Гарольд коснулся ее руки:
– Соболезную. Вы всегда были близки.
– Несколько лет я сдавала родительский дом в аренду. А через год после смерти мужа решила его продать. Я еще ребенком любила дом Марвина. Конечно, в то время там жили его родители, это потом отец оставил Марвину все. А я мечтала – вот бы поселиться за этим чудесным белым штакетником! – Она почувствовала клев и дернула удочку. Леска пошла легко; очевидно, наживку съели. Луиза не расстроилась; она дышала полной грудью, наслаждаясь океанским воздухом и присутствием Гарольда. Прошло больше двух десятков лет, но его запах был по-прежнему знакомым. И это ощущение обязательно останется с ней вечером, когда она будет засыпать.
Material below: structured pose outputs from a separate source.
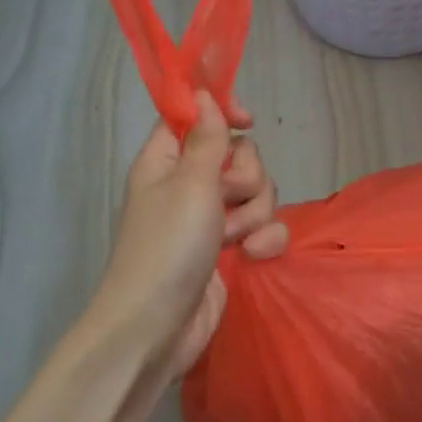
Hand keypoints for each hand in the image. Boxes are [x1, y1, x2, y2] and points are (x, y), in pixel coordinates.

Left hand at [93, 92, 288, 382]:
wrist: (157, 329)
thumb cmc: (167, 247)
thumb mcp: (189, 184)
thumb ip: (206, 137)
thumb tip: (202, 92)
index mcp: (168, 161)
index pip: (196, 116)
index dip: (222, 112)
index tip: (247, 120)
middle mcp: (190, 184)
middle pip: (240, 155)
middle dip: (246, 177)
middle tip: (227, 198)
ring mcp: (212, 218)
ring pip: (257, 191)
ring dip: (255, 213)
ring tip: (235, 238)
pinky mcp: (232, 248)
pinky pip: (265, 227)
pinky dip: (264, 240)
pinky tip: (252, 257)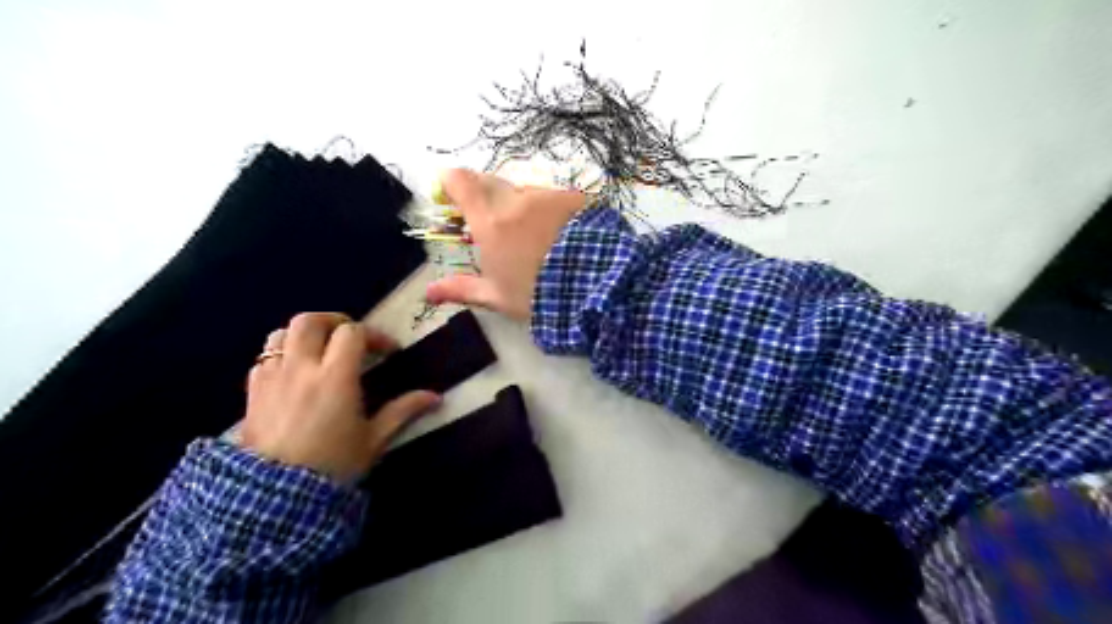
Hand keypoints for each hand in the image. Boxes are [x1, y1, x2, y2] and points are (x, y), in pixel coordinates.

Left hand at [241, 313, 439, 481]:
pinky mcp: (253, 393)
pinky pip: (264, 359)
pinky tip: (294, 373)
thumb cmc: (333, 465)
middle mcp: (301, 368)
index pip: (352, 333)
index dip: (373, 336)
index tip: (388, 352)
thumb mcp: (374, 439)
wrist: (276, 498)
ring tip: (320, 350)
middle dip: (334, 321)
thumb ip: (403, 411)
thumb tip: (436, 397)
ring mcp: (272, 378)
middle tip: (350, 336)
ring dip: (303, 335)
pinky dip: (281, 355)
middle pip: (309, 321)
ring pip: (281, 334)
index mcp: (335, 377)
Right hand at [423, 167, 585, 321]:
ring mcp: (547, 195)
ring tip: (534, 236)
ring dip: (521, 206)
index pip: (461, 182)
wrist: (594, 285)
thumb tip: (428, 292)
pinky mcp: (574, 198)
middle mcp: (516, 199)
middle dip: (484, 194)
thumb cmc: (538, 294)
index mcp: (490, 221)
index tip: (452, 193)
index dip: (453, 182)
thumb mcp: (497, 297)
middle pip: (490, 181)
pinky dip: (549, 210)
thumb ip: (462, 289)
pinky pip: (553, 198)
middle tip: (492, 221)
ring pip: (525, 192)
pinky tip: (561, 234)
Далеко впереди линия горизонта отделяла море от неба. Таким насыщенным синевой небо бывает только после шторма. Невыносимо синее, невыносимо яркое небо. Вот что в мире вечно.
* * *
Чарити и Дэйзи сидели за кухонным столом, откуда был виден сад.
– И как я только справлюсь со всем этим без Далтона?
– Он уезжает? – вскинула голову Дэйзи.
– Когда-нибудь уедет. Я не имею в виду, что он уже чемоданы пакует или что-то в этом роде, но его ждут в Джексонвилле. – Чарити не отрывала взгляда от морковки, которую собиралась сгрызть. При упоминании об отъезде Далтона аппетит пропал. Да, придется привыкать. У него другая жизнь. Они всего лишь друзья. Для Далтона этого достаточно, и потому должно быть достаточно и для Чарити. Хотя в глубине души… – В Джексонвилле вся его жизнь.
Дэйзи пожала плечами.
– Здесь тоже его жизнь. – Она привязалась к Далтону, а для девушки ее возраста, которая целый год бродяжничала, такая дружба много значит.
– Я бы сама хотела, чтобы он остался. И все же в Джексонвилле вся его семья.